Nessun dubbio che il presidente del seggio abbia agito nel pieno rispetto della normativa. Viene comunque da chiedersi se una maggiore elasticità da parte di tutti si sarebbe rivelata utile a far in modo che Bryan potesse esercitare il proprio diritto-dovere. Benissimo agire nel rigoroso solco nelle normative, salvo non dimenticare mai che c’è una legge più alta.
La disabilità è una possibilità della vita con la quale si impara a convivere persino con naturalezza, la vera abiezione è che uno Stato sia incapace di farsi carico delle sue problematiche.
Specie se quello Stato è la piccola Repubblica di San Marino dove solo a parole si sono fatti passi avanti mentre la realtà è fatta di una specie di riserva indiana dove relegare per esempio gli infermi di mente per i quali è prevista per legge l’interdizione, vale a dire che a questi individui è negato il diritto dei diritti, quello di votare. Rispetto al diritto di voto infatti siamo sottoposti all’osservazione del Consiglio delle Nazioni Unite che, anche nell’ultimo report, per il secondo quinquennio consecutivo, ha raccomandato a San Marino di rivedere tale normativa perché c’è bisogno di capire cosa si intende per infermità mentale.
Per chi invece infermo si trovi nelle condizioni di non poter esercitare il proprio diritto, è previsto il voto a domicilio rispetto al quale va presentata specifica richiesta presso la commissione elettorale.
Da un lato ci sono le ‘leggi’ – alcune di esse sorvegliate speciali da parte dell’Onu – e dall’altro le persone. Così ha fatto il giro della Repubblica il caso di Bryan Toccaceli, lo sfortunato motociclista rimasto vittima di un grave incidente ormai un anno e mezzo fa che lo ha lasciato quasi completamente paralizzato.
“Bryan domenica voleva andare a votare – ha detto la mamma, Sabrina Guerra – così con grande fatica ci siamo recati al seggio. Una volta arrivati lì ci hanno detto, siccome io avrei dovuto accompagnarlo in cabina visto che egli non può muovere le braccia, che era necessario il certificato medico.
In tutti gli altri luoghi mi avvalgo di una procura del notaio che ingenuamente pensavo potesse valere anche per il voto.
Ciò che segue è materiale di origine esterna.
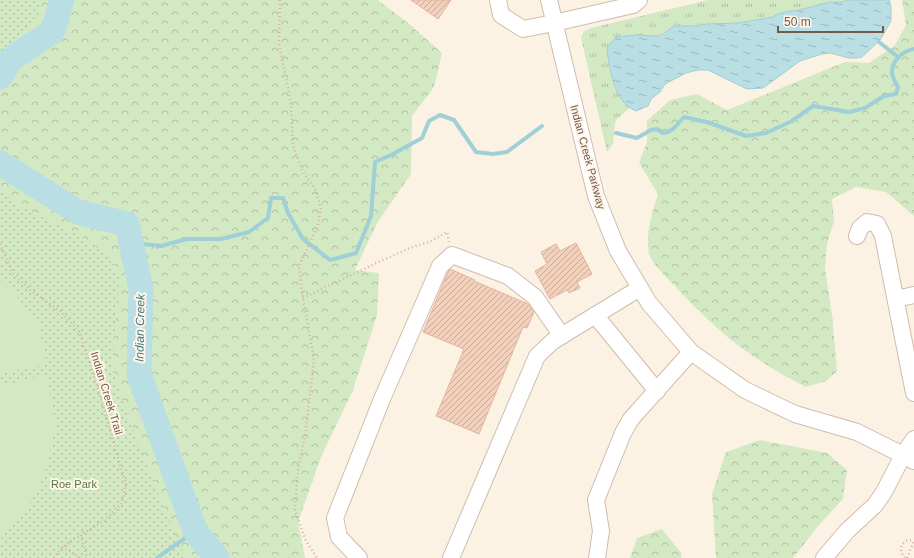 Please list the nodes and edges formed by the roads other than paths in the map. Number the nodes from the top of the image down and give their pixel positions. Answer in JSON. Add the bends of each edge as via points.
{"nodes":[{"id":1,"x":498,"y":0,"type":"edge"},
{"id":2,"x":549,"y":0,"type":"edge"},
{"id":3,"x":639,"y":0,"type":"edge"},
{"id":4,"x":610,"y":5,"type":"edge"},
{"id":5,"x":554,"y":23,"type":"junction"},
{"id":6,"x":857,"y":236,"type":"dead end"},
{"id":7,"x":640,"y":288,"type":"junction"},
{"id":8,"x":914,"y":295,"type":"edge"},
{"id":9,"x":896,"y":299,"type":"junction"},
{"id":10,"x":596,"y":315,"type":"junction"},
{"id":11,"x":562,"y":336,"type":"junction"},
{"id":12,"x":691,"y":352,"type":"junction"},
{"id":13,"x":657,"y":391,"type":"junction"},
{"id":14,"x":914,"y":393,"type":"edge"},
{"id":15,"x":914,"y":438,"type":"edge"},
{"id":16,"x":909,"y":458,"type":"edge"},
{"id":17,"x":359,"y":558,"type":"edge"},
{"id":18,"x":451,"y":558,"type":"edge"},
{"id":19,"x":597,"y":558,"type":"edge"},
{"id":20,"x":824,"y":558,"type":"edge"}],
"edges":[{"from":1,"to":5,"type":"street","via":[[501,15],[523,29]]},
{"from":2,"to":5,"type":"street","name":"Indian Creek Parkway"},
{"from":3,"to":4,"type":"street","via":[[633,5]]},
{"from":4,"to":5,"type":"street"},
{"from":5,"to":7,"type":"street","name":"Indian Creek Parkway","via":[[596,196],[618,251]]},
{"from":6,"to":9,"type":"street","via":[[860,228],[867,222],[877,224],[883,236]]},
{"from":7,"to":10,"type":"street"},
{"from":7,"to":12,"type":"street","name":"Indian Creek Parkway","via":[[649,303]]},
{"from":8,"to":9,"type":"street"},
{"from":9,"to":14,"type":"street"},
{"from":10,"to":11,"type":"street"},
{"from":10,"to":13,"type":"street"},
{"from":11,"to":17,"type":"street","via":[[535,296],[508,276],[452,255],[440,266],[382,399],[335,518],[339,537]]},
{"from":11,"to":18,"type":"street","via":[[537,356]]},
{"from":12,"to":13,"type":"street"},
{"from":12,"to":16,"type":"street","name":"Indian Creek Parkway","via":[[745,390],[795,414],[857,432]]},
{"from":13,"to":19,"type":"street","via":[[631,419],[623,433],[596,500],[601,531]]},
{"from":15,"to":16,"type":"street"},
{"from":16,"to":20,"type":"street","via":[[875,505],[847,531]]}]} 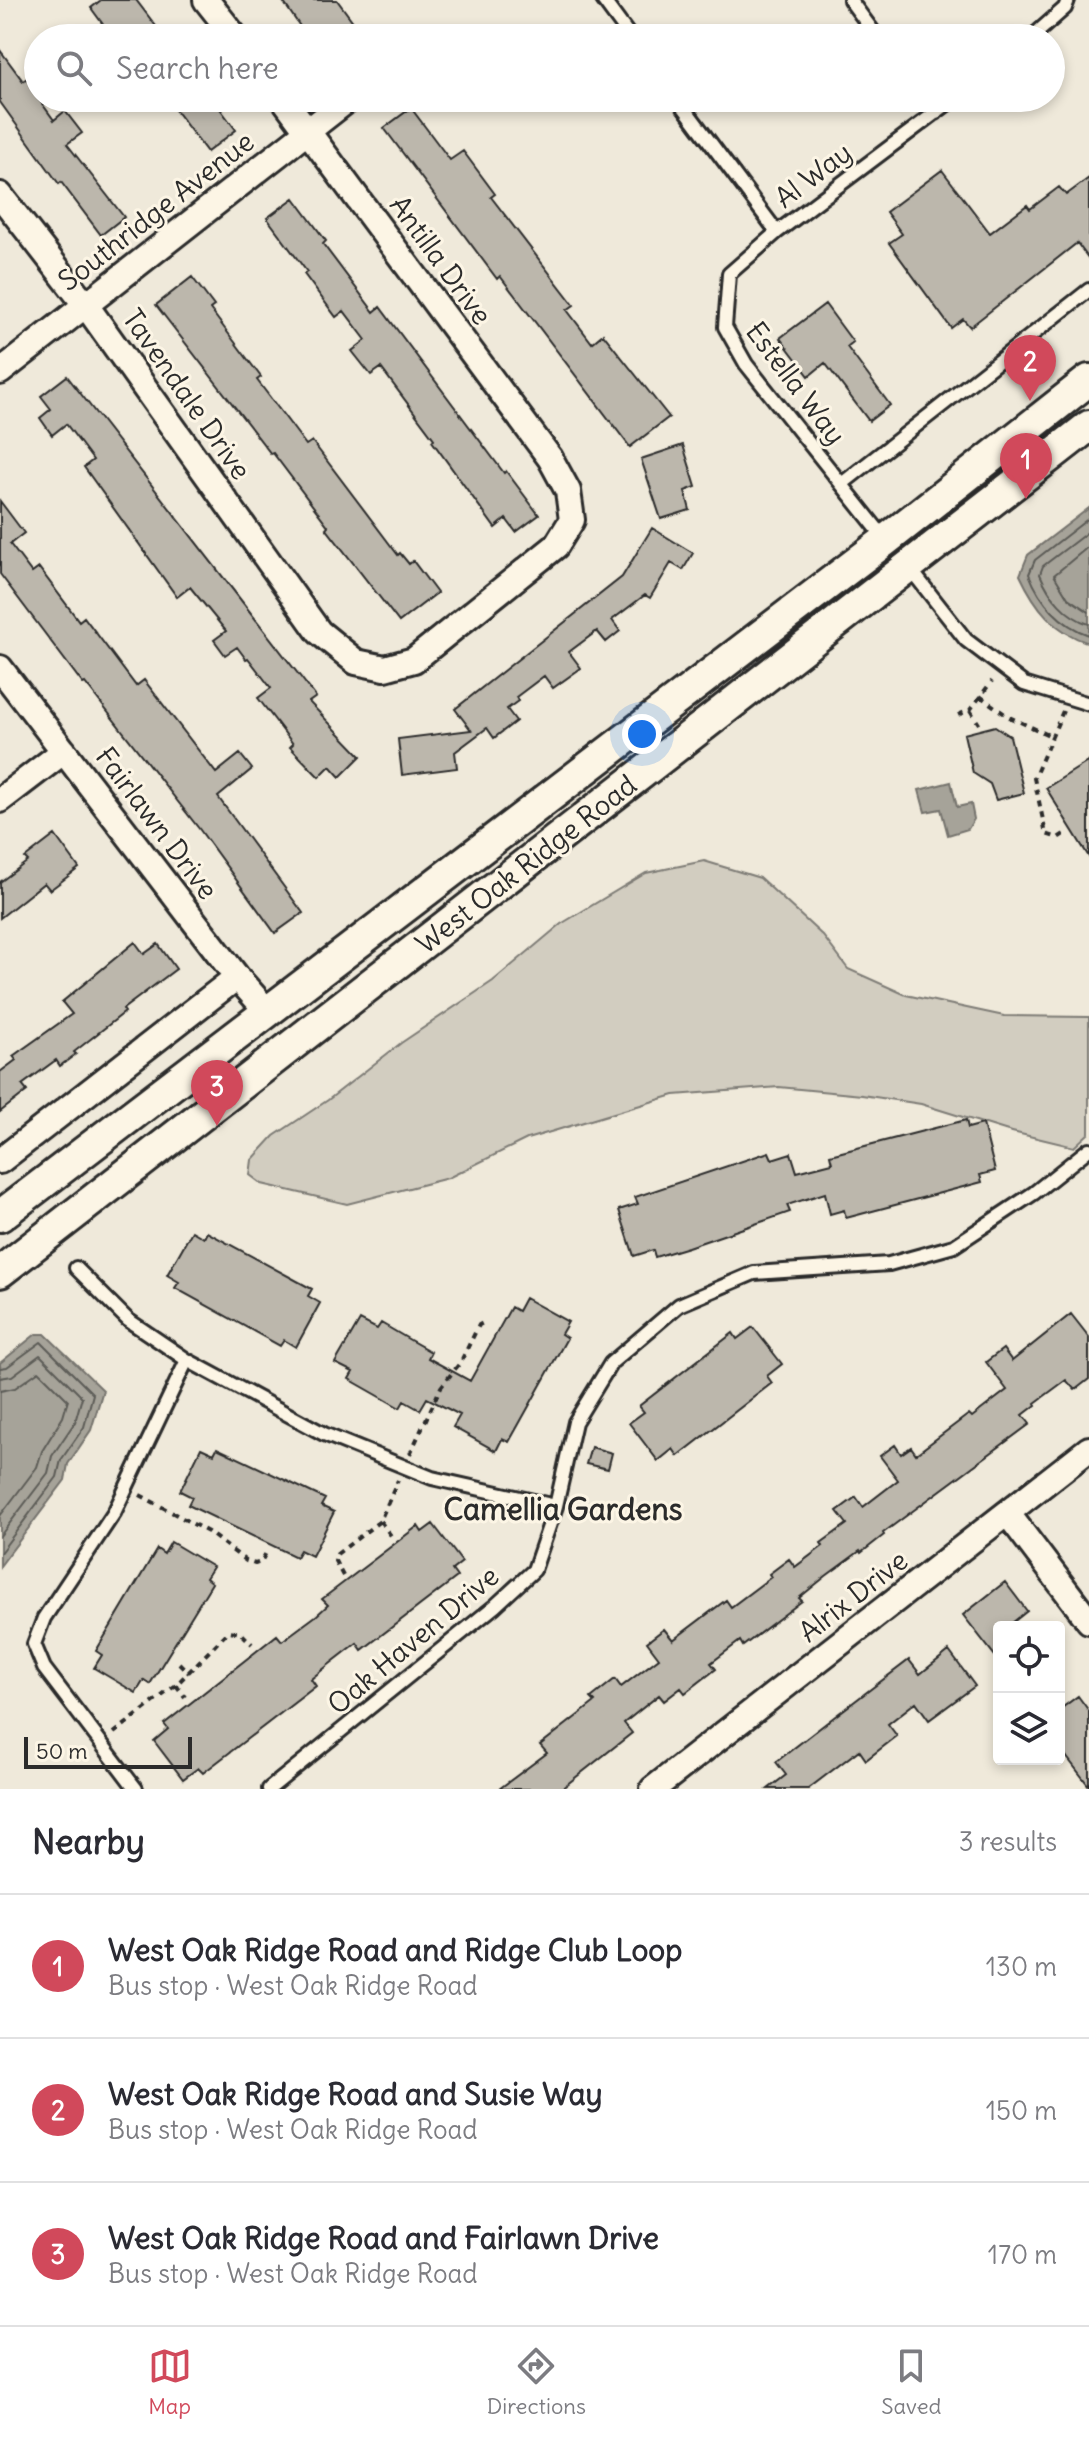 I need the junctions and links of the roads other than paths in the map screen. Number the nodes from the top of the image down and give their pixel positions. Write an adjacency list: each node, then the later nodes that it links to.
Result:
1 (206, 0): 5 (street)
2 (603, 0): 6 (lane)
3 (850, 0): 7 (lane)
4 (1068, 0): 8 (lane)
5 (225, 24)
6 (621, 24)
7 (868, 24)
8 (1047, 24)
9 (294, 112): 13 (street, Antilla Drive)
10 (332, 112): 13 (street, Southridge Avenue)
11 (687, 112): 15 (lane)
12 (936, 113): 15 (lane, Al Way)
13 (308, 130): 17 (street, Southridge Avenue); 24 (street, Antilla Drive)
14 (0, 195): 17 (street, Tavendale Drive)
15 (777, 232): 21 (lane, Estella Way)
16 (1089, 290): 21 (lane)
17 (85, 304): 18 (street, Southridge Avenue); 24 (street, Tavendale Drive)
18 (0, 372)
19 (1089, 380): 22 (street, West Oak Ridge Road)
20 (1089, 426): 23 (street, West Oak Ridge Road)
21 (843, 483): 22 (lane, Estella Way)
22 (886, 540): 23 (street); 30 (street, West Oak Ridge Road)
23 (908, 566): 26 (lane); 34 (street, West Oak Ridge Road)
24 (319, 632)
25 (0, 668): 27 (street, Fairlawn Drive)
26 (1089, 704)
27 (64, 751): 28 (street); 29 (street, Fairlawn Drive)
28 (0, 800)
29 (237, 977): 30 (street, Fairlawn Drive); 32 (street)
30 (268, 1012): 33 (street, West Oak Ridge Road); 34 (street)
31 (1089, 1149): 39 (lane, Oak Haven Drive)
32 (0, 1161)
33 (0, 1216)
34 (70, 1216): 36 (street, West Oak Ridge Road)
35 (76, 1268): 37 (lane)
36 (0, 1272)
37 (187, 1360): 39 (lane); 42 (lane)
38 (1089, 1449): 40 (street, Alrix Drive)
39 (556, 1506): 43 (lane, Oak Haven Drive)
40 (1008, 1514): 41 (street); 44 (street, Alrix Drive)
41 (1089, 1621)
42 (136, 1789)
43 (269, 1789)
44 (653, 1789) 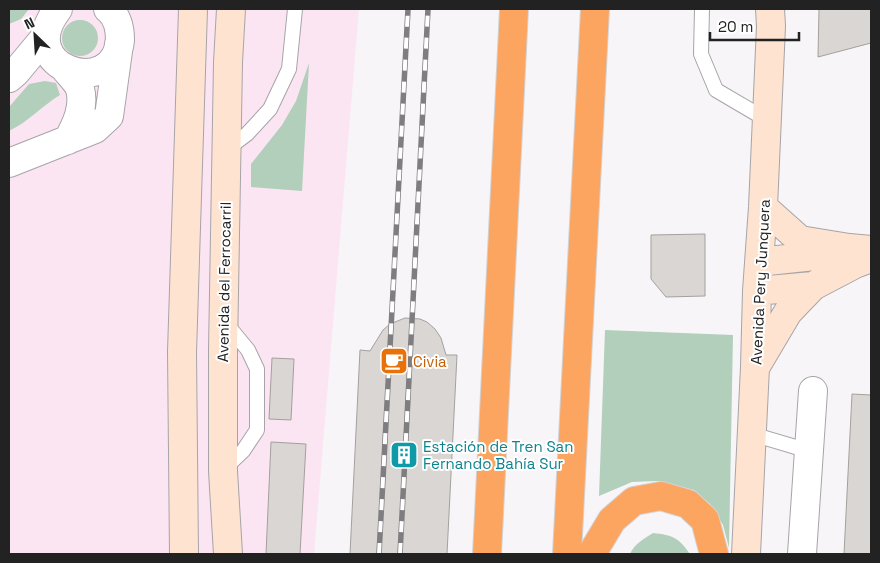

Mi hanno detto che il medico che avrebbe potuto rilasciare il certificato prestava servizio presso l’ospedale ed è lì che mi sarei dovuta recare assieme a Bryan.
Se fosse stato sufficiente andarci senza di lui e ritirare semplicemente il certificato, Bryan avrebbe avuto l’opportunità di votare, invece per rilasciarlo occorreva la sua presenza. Un trambusto che a Bryan sarebbe costato troppa fatica e così pur malvolentieri non ha votato.
Domenica faceva molto freddo e il freddo fa aumentare le contrazioni e il dolore, doverlo caricare e scaricare per altre due volte pet lui sarebbe stato un incubo. A votare andremo la prossima volta”.
Questo il racconto della mamma che se la prende con se stessa dandosi addirittura dell’ingenua. Ma evidentemente c’è anche qualcosa d’altro. Nessun dubbio che il presidente del seggio abbia agito nel pieno rispetto della normativa.
Viene comunque da chiedersi se una maggiore elasticità da parte di tutti si sarebbe rivelata utile a far in modo che Bryan potesse esercitare il proprio diritto-dovere.
Benissimo agire nel rigoroso solco nelle normative, salvo non dimenticare mai che c’è una legge più alta. E’ probabilmente guardando a quella legge più alta che – pur non obbligati dalla legge – i colleghi della mamma di Bryan le hanno donato le loro ferie facendo in modo che lei possa restare accanto al figlio – che ora ha bisogno di tutto – fino al prossimo giugno.
Un gesto che ha scaldato il cuore della famiglia di Bryan che dopo l’incidente ha saputo trovare il coraggio e la forza per andare avanti reagendo con dignità e con la voglia di lottare, questa volta tutti assieme, per far raggiungere altri traguardi al proprio campione. Chapeau.